§ **BRIEF**: With nothing omitted, transcribe the entries exactly as written.

(SUPPLIED INFORMATION)

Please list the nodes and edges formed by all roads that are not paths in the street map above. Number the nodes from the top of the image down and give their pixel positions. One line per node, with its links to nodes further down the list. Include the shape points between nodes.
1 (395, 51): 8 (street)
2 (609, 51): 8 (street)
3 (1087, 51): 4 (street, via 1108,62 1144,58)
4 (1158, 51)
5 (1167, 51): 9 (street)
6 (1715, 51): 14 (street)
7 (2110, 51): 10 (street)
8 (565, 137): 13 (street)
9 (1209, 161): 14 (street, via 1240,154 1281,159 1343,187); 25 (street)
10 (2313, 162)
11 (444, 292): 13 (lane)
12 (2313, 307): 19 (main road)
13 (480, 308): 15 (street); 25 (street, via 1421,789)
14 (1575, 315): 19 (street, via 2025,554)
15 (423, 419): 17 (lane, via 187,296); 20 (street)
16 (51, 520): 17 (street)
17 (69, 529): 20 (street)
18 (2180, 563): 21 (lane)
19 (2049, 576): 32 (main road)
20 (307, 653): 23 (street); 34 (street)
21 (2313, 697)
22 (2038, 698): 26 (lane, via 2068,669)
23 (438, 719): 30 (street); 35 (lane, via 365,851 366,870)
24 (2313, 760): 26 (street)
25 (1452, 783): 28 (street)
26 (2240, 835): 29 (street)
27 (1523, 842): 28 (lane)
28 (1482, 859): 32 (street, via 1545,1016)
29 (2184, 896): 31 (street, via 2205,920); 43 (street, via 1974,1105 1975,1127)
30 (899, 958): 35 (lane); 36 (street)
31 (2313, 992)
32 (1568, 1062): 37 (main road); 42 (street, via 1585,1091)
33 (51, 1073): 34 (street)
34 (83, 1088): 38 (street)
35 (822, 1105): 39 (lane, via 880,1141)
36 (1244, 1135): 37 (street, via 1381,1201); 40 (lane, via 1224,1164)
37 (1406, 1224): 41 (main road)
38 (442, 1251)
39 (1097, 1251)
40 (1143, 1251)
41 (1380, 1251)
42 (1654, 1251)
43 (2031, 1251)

(End SUPPLIED INFORMATION)

§ **RESPONSE TO THE TASK**:
Please list the nodes and edges formed by all roads that are not paths in the street map above. Number the nodes from the top of the image down and give their pixel positions. One line per node, with its links to nodes further down the list. Include the shape points between nodes.
1 (395, 51): 8 (street)
2 (609, 51): 8 (street)
3 (1087, 51): 4 (street, via 1108,62 1144,58)
4 (1158, 51)
5 (1167, 51): 9 (street)
6 (1715, 51): 14 (street)
7 (2110, 51): 10 (street)
8 (565, 137): 13 (street)
9 (1209, 161): 14 (street, via 1240,154 1281,159 1343,187); 25 (street)
10 (2313, 162)
11 (444, 292): 13 (lane)
12 (2313, 307): 19 (main road)
13 (480, 308): 15 (street); 25 (street, via 1421,789)
14 (1575, 315): 19 (street, via 2025,554)
15 (423, 419): 17 (lane, via 187,296); 20 (street)
16 (51, 520): 17 (street)
17 (69, 529): 20 (street)
18 (2180, 563): 21 (lane)
19 (2049, 576): 32 (main road)
20 (307, 653): 23 (street); 34 (street)
21 (2313, 697)
22 (2038, 698): 26 (lane, via 2068,669)
23 (438, 719): 30 (street); 35 (lane, via 365,851 366,870)
24 (2313, 760): 26 (street)
25 (1452, 783): 28 (street)
26 (2240, 835): 29 (street)
27 (1523, 842): 28 (lane)
28 (1482, 859): 32 (street, via 1545,1016)
29 (2184, 896): 31 (street, via 2205,920); 43 (street, via 1974,1105 1975,1127)
30 (899, 958): 35 (lane); 36 (street)
31 (2313, 992)
32 (1568, 1062): 37 (main road); 42 (street, via 1585,1091)
33 (51, 1073): 34 (street)
34 (83, 1088): 38 (street)
35 (822, 1105): 39 (lane, via 880,1141)
36 (1244, 1135): 37 (street, via 1381,1201); 40 (lane, via 1224,1164)
37 (1406, 1224): 41 (main road)
38 (442, 1251)
39 (1097, 1251)
40 (1143, 1251)
41 (1380, 1251)
42 (1654, 1251)
43 (2031, 1251)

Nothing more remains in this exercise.